The only other known way to dispose of this wastewater would be to treat it. But the technology has not kept up with the industry here. Highly sophisticated processes are required, and, to date, none have proven effective.
Beyond the issues of water contamination and wastewater disposal, the sheer quantity of water used is enormous. Two to eight million gallons of water are used per frack. These millions of gallons are used across minefields, which can be populated by thousands of mines, and each fracking well can be used repeatedly. It’s no wonder that water-usage calculations can’t be found in the research. The industry doesn’t know—or perhaps it’s willfully ignorant.
Moreover, rarely do fracking minefields have access to that quantity of water; it has to be brought in, mostly by truck. According to the New York State Department of Environmental Conservation, each frack requires 400 to 600 tanker trucks for each well and another 200 to 300 tanker trucks to take away the liquid waste from that frack.
The potential for disaster is consistently minimized or dismissed entirely. However, it’s not corporations who will live with the contamination or pay to try to clean it up—we will. Earlier in September, John Gladden, a retired research manager and fracking foe, told commissioners in North Carolina what the average person seems to understand, but the industry chooses to ignore: “It’s cheaper to prevent contamination than to clean it up.”

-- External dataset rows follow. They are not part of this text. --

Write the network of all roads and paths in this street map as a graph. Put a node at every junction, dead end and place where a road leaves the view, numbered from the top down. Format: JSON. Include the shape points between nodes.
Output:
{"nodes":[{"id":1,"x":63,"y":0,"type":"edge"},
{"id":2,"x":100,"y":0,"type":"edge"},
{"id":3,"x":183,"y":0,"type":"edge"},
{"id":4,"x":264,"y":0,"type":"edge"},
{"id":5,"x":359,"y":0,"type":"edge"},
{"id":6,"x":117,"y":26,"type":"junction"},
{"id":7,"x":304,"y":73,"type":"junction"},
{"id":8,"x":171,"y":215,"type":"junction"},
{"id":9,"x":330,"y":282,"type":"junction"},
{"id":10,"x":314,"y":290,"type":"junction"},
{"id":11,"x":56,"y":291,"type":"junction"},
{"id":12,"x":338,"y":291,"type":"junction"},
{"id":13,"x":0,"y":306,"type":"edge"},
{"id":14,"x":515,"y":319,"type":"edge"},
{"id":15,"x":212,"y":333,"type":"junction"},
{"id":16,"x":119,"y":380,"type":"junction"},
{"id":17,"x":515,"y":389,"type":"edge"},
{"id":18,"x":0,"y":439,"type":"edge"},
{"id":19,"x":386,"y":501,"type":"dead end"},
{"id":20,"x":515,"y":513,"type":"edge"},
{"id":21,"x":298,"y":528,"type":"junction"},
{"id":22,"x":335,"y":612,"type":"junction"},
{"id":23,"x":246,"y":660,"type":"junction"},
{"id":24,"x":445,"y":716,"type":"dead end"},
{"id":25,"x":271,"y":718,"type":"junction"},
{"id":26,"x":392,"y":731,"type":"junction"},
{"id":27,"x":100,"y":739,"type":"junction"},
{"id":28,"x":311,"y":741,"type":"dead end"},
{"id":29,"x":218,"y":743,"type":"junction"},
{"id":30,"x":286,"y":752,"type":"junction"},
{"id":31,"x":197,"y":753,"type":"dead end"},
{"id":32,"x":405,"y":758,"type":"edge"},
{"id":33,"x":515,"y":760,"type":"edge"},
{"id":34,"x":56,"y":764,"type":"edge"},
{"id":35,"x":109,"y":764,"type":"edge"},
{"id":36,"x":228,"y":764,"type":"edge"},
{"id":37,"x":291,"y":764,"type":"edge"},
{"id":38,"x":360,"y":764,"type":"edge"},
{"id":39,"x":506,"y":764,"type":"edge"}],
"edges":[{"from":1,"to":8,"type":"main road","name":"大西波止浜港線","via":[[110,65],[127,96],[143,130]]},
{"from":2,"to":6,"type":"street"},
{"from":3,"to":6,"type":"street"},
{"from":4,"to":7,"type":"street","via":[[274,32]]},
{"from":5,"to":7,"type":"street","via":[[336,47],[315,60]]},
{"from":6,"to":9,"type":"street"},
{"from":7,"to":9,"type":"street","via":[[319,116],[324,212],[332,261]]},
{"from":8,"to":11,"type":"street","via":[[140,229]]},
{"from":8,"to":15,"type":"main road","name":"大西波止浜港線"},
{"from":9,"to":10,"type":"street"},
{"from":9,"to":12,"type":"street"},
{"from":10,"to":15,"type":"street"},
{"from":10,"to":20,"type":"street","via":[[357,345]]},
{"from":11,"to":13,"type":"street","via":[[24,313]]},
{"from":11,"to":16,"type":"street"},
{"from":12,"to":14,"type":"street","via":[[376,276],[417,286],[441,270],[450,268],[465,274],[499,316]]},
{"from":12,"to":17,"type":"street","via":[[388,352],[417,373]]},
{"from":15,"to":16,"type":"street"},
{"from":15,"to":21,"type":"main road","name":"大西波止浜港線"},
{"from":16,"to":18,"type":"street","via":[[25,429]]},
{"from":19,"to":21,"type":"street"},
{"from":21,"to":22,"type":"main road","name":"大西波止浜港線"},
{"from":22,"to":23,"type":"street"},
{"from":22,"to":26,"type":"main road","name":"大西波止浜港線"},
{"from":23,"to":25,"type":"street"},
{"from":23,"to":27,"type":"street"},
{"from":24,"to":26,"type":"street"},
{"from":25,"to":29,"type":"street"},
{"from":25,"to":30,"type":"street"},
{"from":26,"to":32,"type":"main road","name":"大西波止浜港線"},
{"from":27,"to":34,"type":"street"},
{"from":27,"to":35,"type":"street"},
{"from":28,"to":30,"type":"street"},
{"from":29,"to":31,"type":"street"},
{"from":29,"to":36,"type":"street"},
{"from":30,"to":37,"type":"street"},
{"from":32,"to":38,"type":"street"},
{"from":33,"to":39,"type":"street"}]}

Fracking operations are currently underway in at least 17 states. Sadly, Colorado—a state close to the hearts of all in the cannabis community—is second only to Texas in the number of fracking wells. Colorado may be enjoying a pop-culture grooviness because of legal weed, but its environmental policies leave a lot to be desired.
Many municipalities are challenging the frackers, but the government and corporations have put up many roadblocks. As human beings—and, in particular, as human beings who smoke pot—it is our responsibility to support these challenges, in Colorado and across the nation. Legal cannabis production and retail sales may usher in a new viable industry, but let’s never forget that it’s completely reliant on clean water.